Clinton told her audience that their university “insisted on the freedom to teach whomever and however they saw fit. You can point to the independent trade unions that stood up for workers’ rights and the civil society groups that provided legal counsel and other essential support. You can point to the courageous journalists who insisted on telling the truth even when it invited the government’s wrath. . . .
“Only South Africans can fight corruption. Only South Africans can prevent the use of state security institutions for political gain. Only South Africans can defend your democratic institutions, preventing the erosion of a free press and demanding strong opposition parties and an independent judiciary. Only South Africans can truly preserve and extend the legacy of the Mandela generation.
“And these are tasks not just for governments. These are tasks for every citizen – political leaders, teachers, civil servants, entrepreneurs, community activists. And there is a special responsibility for the young people of South Africa, including all the students here today. . . .

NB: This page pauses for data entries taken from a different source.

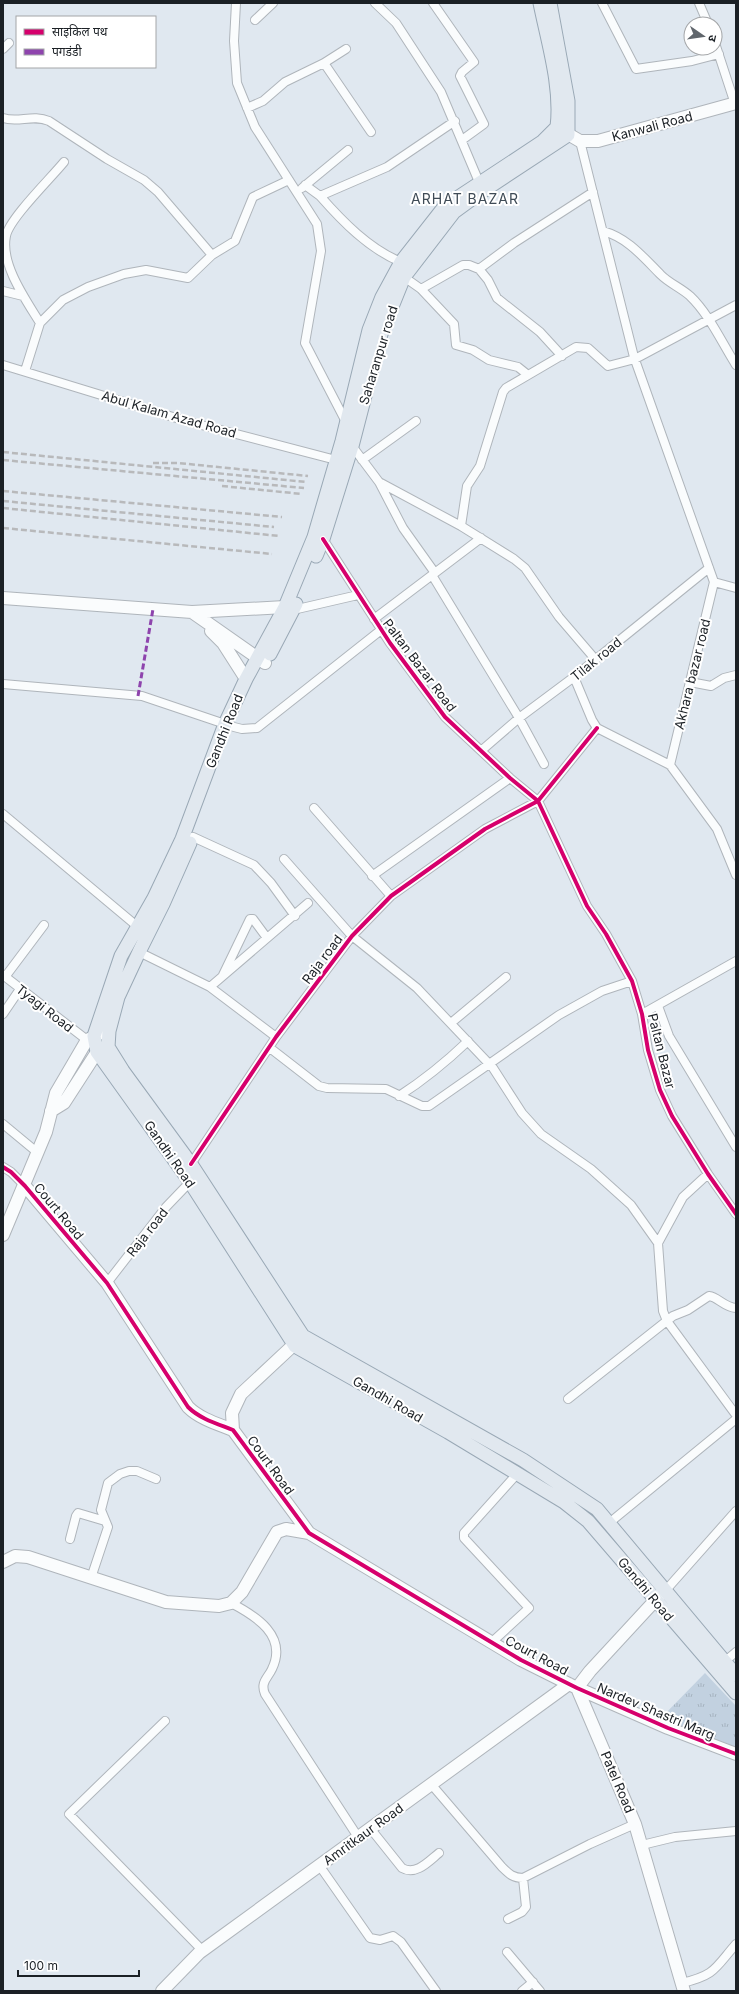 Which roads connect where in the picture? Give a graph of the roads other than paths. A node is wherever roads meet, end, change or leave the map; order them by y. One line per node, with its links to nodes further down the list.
1 (236, 3): 16 (street)
2 (272, 3): 10 (street)
3 (375, 3): 18 (street)
4 (434, 3): 21 (street)
5 (540, 3): 19 (main road)
6 (550, 3): 19 (main road)
7 (602, 3): 12 (street)
8 (699, 3): 9 (street)
9 (705, 16)
10 (255, 20)
11 (346, 49): 14 (street)
12 (711, 56)
13 (720, 56): 15 (street)
14 (324, 63): 16 (street); 20 (street)
15 (736, 104): 22 (street, Kanwali Road)
16 (247, 108): 25 (street)
17 (3, 118): 32 (street)
18 (454, 121): 21 (street); 30 (street)
19 (563, 131): 22 (street, Kanwali Road); 26 (main road, Saharanpur road); 35 (main road, Saharanpur road)
20 (371, 132)
21 (462, 140): 26 (street)
22 (580, 141): 29 (street)
23 (348, 150): 27 (street)
24 (64, 162): 38 (street)
25 (289, 180): 28 (street); 32 (street)
26 (480, 182): 33 (main road, Saharanpur road)
27 (305, 185): 28 (street); 30 (street)
28 (296, 192): 49 (street)
29 (593, 192): 31 (street); 34 (street)
30 (320, 196): 33 (street)
31 (603, 231): 40 (street); 43 (street)
32 (212, 256): 41 (street)
33 (401, 262): 49 (main road, Saharanpur road)
34 (479, 269): 36 (street); 42 (street)
35 (404, 276): 36 (street); 49 (main road, Saharanpur road)
36 (421, 289): 47 (street)
37 (4, 290): 38 (street)
38 (23, 296): 41 (street)
39 (736, 305): 40 (street)
40 (708, 320): 43 (street); 45 (street)
41 (40, 323): 46 (street)
42 (562, 356): 43 (street); 47 (street)
43 (635, 358): 57 (street)
44 (3, 365): 46 (street, Abul Kalam Azad Road)
45 (736, 365)
46 (25, 371): 51 (street, Abul Kalam Azad Road)
47 (528, 375): 54 (street)
48 (416, 421): 52 (street)
49 (352, 425): 50 (main road, Gandhi Road); 51 (main road, Gandhi Road)
50 (352, 446): 52 (street); 56 (main road, Gandhi Road)
51 (336, 460): 63 (main road, Gandhi Road)
52 (362, 460): 53 (street)
53 (379, 482): 54 (street); 58 (street)
54 (461, 526): 55 (street)
55 (480, 538): 58 (street); 68 (street)
56 (323, 539): 61 (street, Paltan Bazar Road); 63 (main road, Gandhi Road)
57 (709, 568): 59 (street); 68 (street, Tilak road)
58 (433, 574): 65 (street); 74 (street)
59 (714, 582): 60 (street); 72 (street, Akhara bazar road)
60 (736, 588)
61 (358, 596): 63 (street); 65 (street, Paltan Bazar Road)
62 (3, 598): 64 (street)
63 (289, 609): 64 (street); 67 (main road, Gandhi Road)
64 (192, 612): 67 (street); 71 (street)
65 (374, 619): 66 (street, Paltan Bazar Road)
66 (381, 630): 75 (street); 77 (street, Paltan Bazar Road)
67 (262, 660): 71 (main road, Gandhi Road); 75 (main road, Gandhi Road)
68 (595, 660): 70 (street, Tilak road)
69 (736, 675): 72 (street)
70 (574, 677): 74 (street, Tilak road); 76 (street)
71 (246, 679): 75 (main road, Gandhi Road)
72 (690, 682): 79 (street, Akhara bazar road)
73 (3, 684): 75 (street)
74 (519, 718): 77 (street, Tilak road); 78 (street)
75 (230, 725): 84 (main road, Gandhi Road); 92 (main road, Gandhi Road)
76 (597, 728): 79 (street); 81 (street, Raja road)
77 (482, 750): 80 (street, Paltan Bazar Road)
78 (544, 764)
79 (670, 765): 86 (street)
80 (510, 778): 81 (street, Paltan Bazar Road); 87 (street)
81 (538, 801): 88 (street, Raja road); 100 (street, Paltan Bazar)
82 (314, 808): 87 (street)
83 (3, 814): 92 (street)
84 (193, 837): 90 (street); 95 (main road, Gandhi Road)
85 (284, 859): 93 (street)
86 (736, 875)
87 (372, 876): 88 (street)
88 (391, 896): 93 (street, Raja road)
89 (308, 903): 90 (street)
90 (295, 916): 94 (street)
91 (44, 925): 97 (street)
92 (138, 927): 109 (main road, Gandhi Road)
93 (352, 936): 106 (street); 108 (street, Raja road)
94 (267, 938): 98 (street); 98 (street)
95 (139, 952): 101 (street); 107 (main road, Gandhi Road)
96 (736, 961): 103 (street)
97 (4, 976): 102 (street, Tyagi Road)
98 (222, 977): 101 (street)
99 (506, 977): 106 (street)
100 (632, 981): 105 (street, Paltan Bazar); 113 (street)
101 (210, 986): 108 (street)
102 (20, 989): 104 (street); 109 (street, Tyagi Road)
103 (658, 1006): 105 (street); 117 (street)
104 (3, 1014)
105 (642, 1014): 121 (street, Paltan Bazar)
106 (451, 1023): 110 (street)
107 (109, 1031): 109 (street); 112 (main road, Gandhi Road)
108 (276, 1037): 111 (street, Raja road)
109 (90, 1038): 112 (main road); 115 (street)
110 (468, 1041): 113 (street); 114 (street)
111 (270, 1048): 114 (street); 119 (street, Raja road)
112 (103, 1050): 115 (street); 119 (main road, Gandhi Road); 122 (main road, Gandhi Road)
113 (490, 1064): 114 (street); 126 (street)
114 (399, 1096)
115 (52, 1111): 118 (street)
116 (3, 1124): 118 (street)
117 (736, 1146)
118 (38, 1153): 123 (street)
119 (191, 1164): 130 (main road, Gandhi Road)
120 (3, 1167): 123 (street)
121 (708, 1174): 124 (street, Paltan Bazar); 126 (street)
122 (190, 1182): 127 (street, Raja road); 130 (main road, Gandhi Road)
123 (25, 1186): 125 (street); 127 (street, Court Road)
124 (736, 1214)
125 (3, 1235)
126 (658, 1243): 129 (street)
127 (107, 1283): 134 (street, Court Road)
128 (736, 1308): 129 (street)
129 (667, 1321): 131 (street); 132 (street)
130 (299, 1341): 134 (street); 135 (main road, Gandhi Road); 139 (main road, Gandhi Road)
131 (568, 1399)
132 (736, 1414)
133 (736, 1419): 139 (street)
134 (233, 1430): 140 (street, Court Road)
135 (517, 1474): 145 (main road, Gandhi Road); 147 (street)
136 (156, 1479): 138 (street)
137 (736, 1511): 144 (street)
138 (105, 1521): 141 (street); 143 (street)
139 (609, 1523): 144 (main road, Gandhi Road)
140 (309, 1533): 146 (street); 147 (street, Court Road)
141 (70, 1539)
142 (3, 1562): 143 (street)
143 (92, 1578): 146 (street)
144 (666, 1590): 145 (street); 149 (main road, Gandhi Road)
145 (655, 1600): 151 (street); 152 (main road, Gandhi Road)
146 (231, 1603): 159 (street)
147 (492, 1642): 151 (street, Court Road)
148 (736, 1652): 149 (street)
149 (724, 1662): 150 (main road, Gandhi Road)
150 (736, 1675)
151 (573, 1686): 154 (street, Nardev Shastri Marg); 155 (street, Amritkaur Road); 156 (street, Patel Road)
152 (736, 1693)
153 (166, 1721): 166 (street)
154 (736, 1754)
155 (431, 1784): 157 (street, Amritkaur Road); 163 (street)
156 (635, 1824): 160 (street, Patel Road); 163 (street)
157 (370, 1828): 159 (street, Amritkaur Road); 161 (street)
158 (736, 1831): 160 (street)
159 (358, 1837): 162 (street, Amritkaur Road)
160 (642, 1845): 169 (street, Patel Road)
161 (439, 1853)
162 (319, 1865): 166 (street, Amritkaur Road); 171 (street)
163 (523, 1878): 164 (street)
164 (508, 1919)
165 (736, 1944): 169 (street)
166 (202, 1950): 170 (street, Amritkaur Road)
167 (507, 1952): 168 (street)
168 (533, 1982): 172 (street); 173 (street)
169 (683, 1987)
170 (162, 1991)
171 (436, 1991)
172 (522, 1991)
173 (540, 1991)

“One of my personal heroines, and a former predecessor as First Lady, Eleanor Roosevelt once said that human rights really starts in the small places close to home. It’s easy to talk about the big, sweeping issues, to pledge ourselves to the abstractions of human rights. It’s harder – much harder – to reach deep inside of our hearts and minds to truly see the other, whether that other is of a different race, ethnicity, religion, tribe, national origin, and recognize the common humanity.

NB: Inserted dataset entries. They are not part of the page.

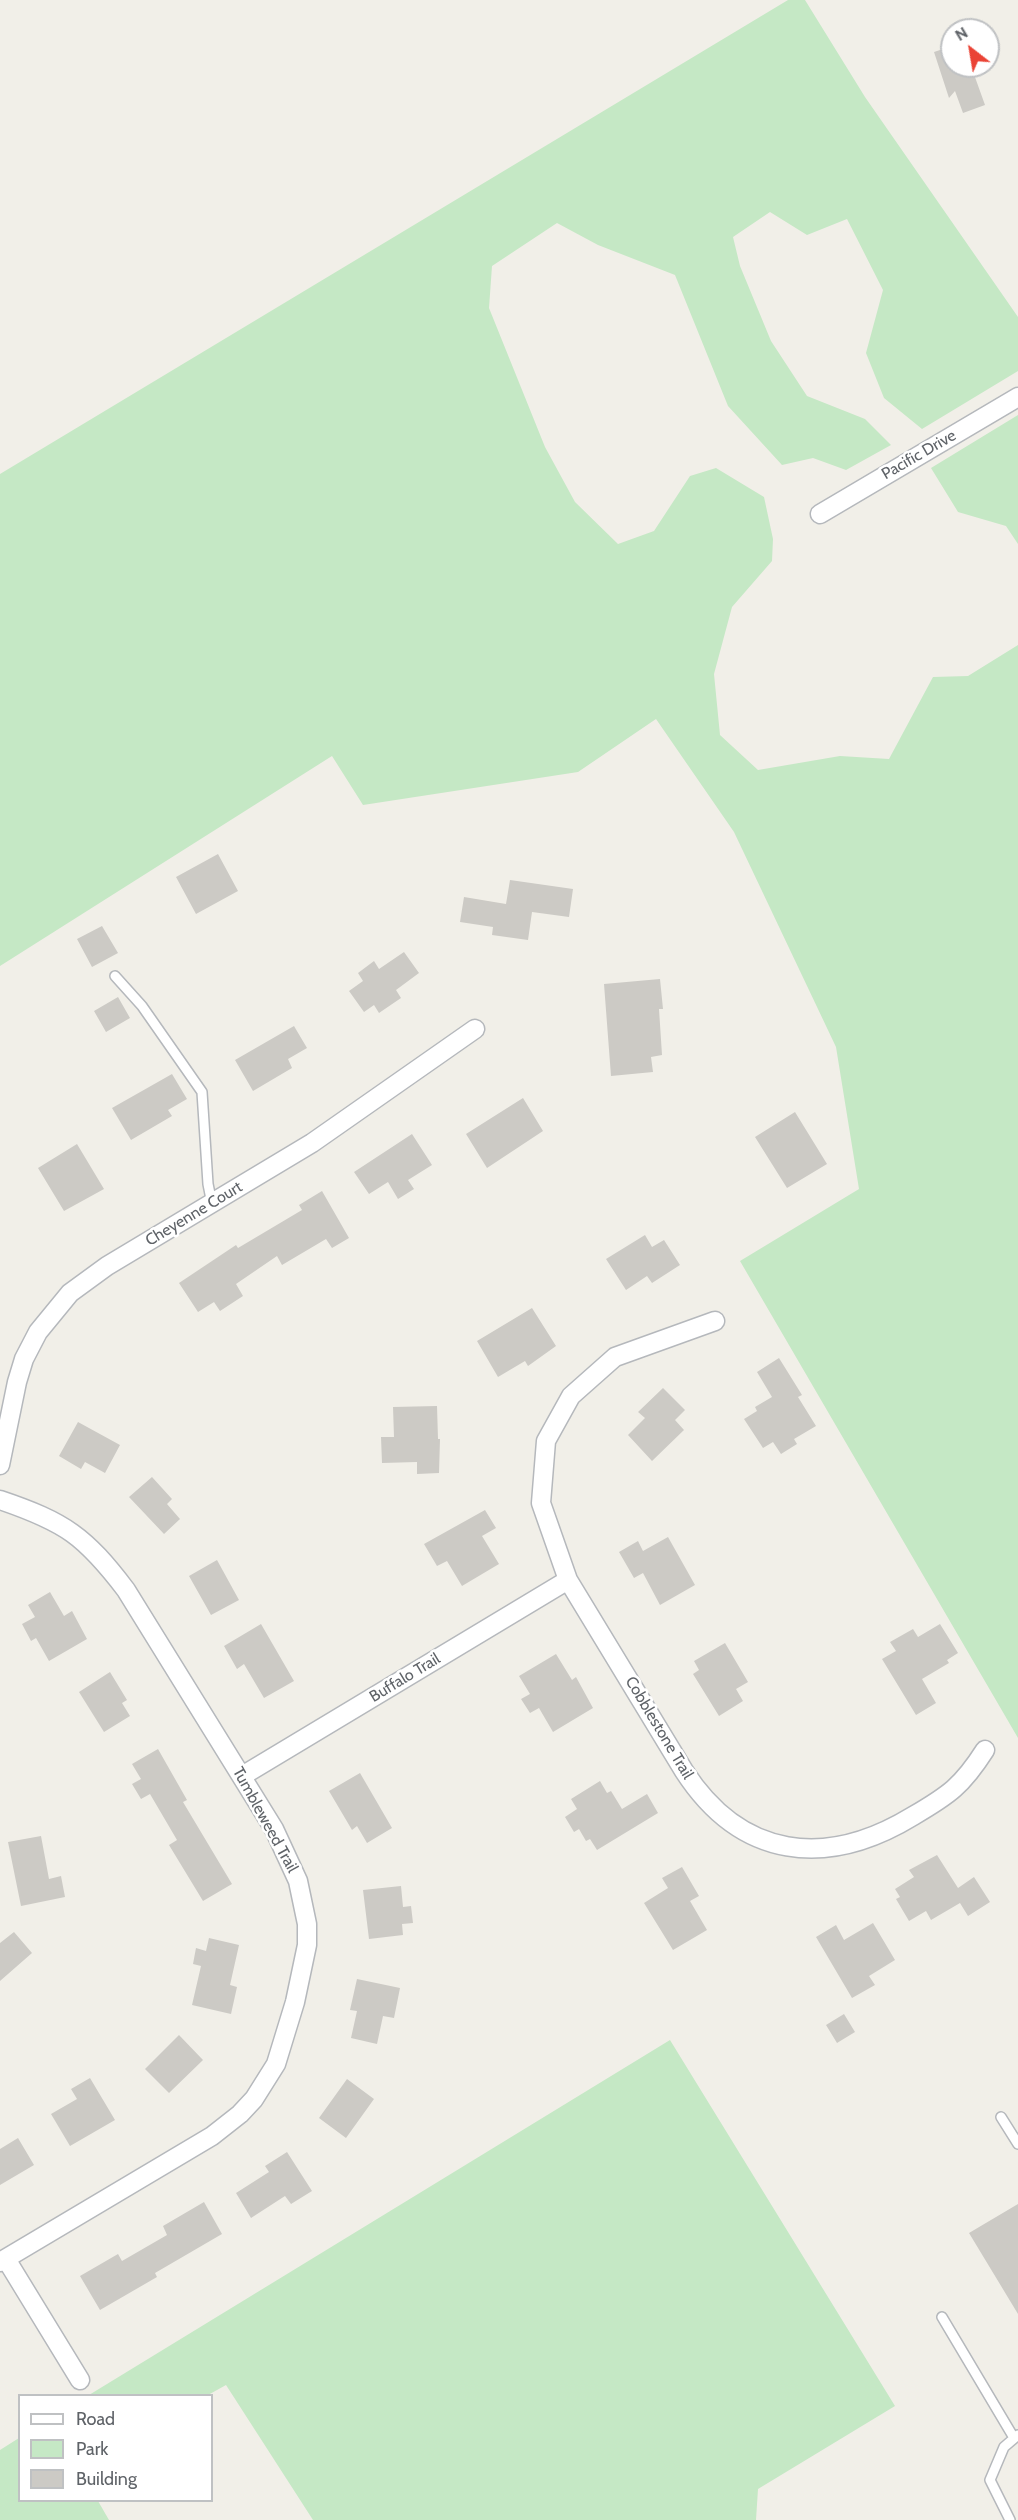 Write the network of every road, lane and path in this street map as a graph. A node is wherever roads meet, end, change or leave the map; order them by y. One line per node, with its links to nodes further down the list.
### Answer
1 (1018, 397): 2 (street, Pacific Drive)
2 (819, 514)
3 (115, 976): 5 (lane)
4 (476, 1029): 5 (street, Cheyenne Court)
5 (212, 1204): 7 (street, Cheyenne Court)
6 (715, 1322): 9 (street, Cobblestone Trail)
7 (0, 1465)
8 (0, 1500): 11 (street, Tumbleweed Trail)
9 (568, 1580): 10 (street, Cobblestone Trail); 11 (street, Buffalo Trail)
10 (986, 1750)
11 (242, 1776): 14 (street, Tumbleweed Trail)
12 (1001, 2116): 13 (lane)
13 (1018, 2144)
14 (3, 2260): 16 (street)
15 (942, 2317): 17 (lane)
16 (80, 2380)
17 (1016, 2436): 18 (lane)
18 (1010, 2520)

“I have been in and around politics for a long time. It’s easy to lose sight of the common humanity of those who oppose you. You get to feeling that your way is the right way, that your agenda is the only one that will save the people. And all of the sudden, you begin to dehumanize the opposition and the other.
“The greatest lesson I learned about this came from Nelson Mandela. When I came to that inauguration in 1994, it was a time of great political conflict in my own country. My husband was President. People were saying terrible things about us both – personally, politically, every way you could think of. And I was beginning to get pretty hard inside. I was beginning to think, “Who do they think they are? What can I do to get even?”
“After that inauguration that I described in the beginning, I, along with other dignitaries from all over the world were invited to a great lunch under a huge tent at the President’s house. I had had breakfast there in the morning with President de Klerk, and I came back to have lunch with President Mandela. Oh, there were so many important people there. Our delegation was led by our Vice President. There were kings and prime ministers and presidents, and just a glittering assembly.
“And President Mandela stood to greet us all and welcome us to that lunch. And he said, “I know you are all very important people, and I invite you all to our new country. I thank you for coming. But the three most important people to me, here in this vast assembly, are three men who were my jailers on Robben’s Island.” I sat up so straight. I turned to the person next to me to say, “What did he say?” He said that the most important people here were three of his jailers.
“And he said, ‘I want them to stand up.’ And three middle-aged white men stood up. He called them by name. He said, ‘In the midst of the terrible conditions in which I was held for so many years, each of those men saw me as a human being. They treated me with dignity and respect. They talked to me; they listened. And when I walked out of prison, I knew I had a choice to make. I could carry the bitterness and the hatred of what had been done to me in my heart forever, and I would still be in prison. Or I could begin to reconcile the feelings inside myself with my fellow human beings.’”
Hillary Clinton was telling us that for Mandela prison was a state of mind.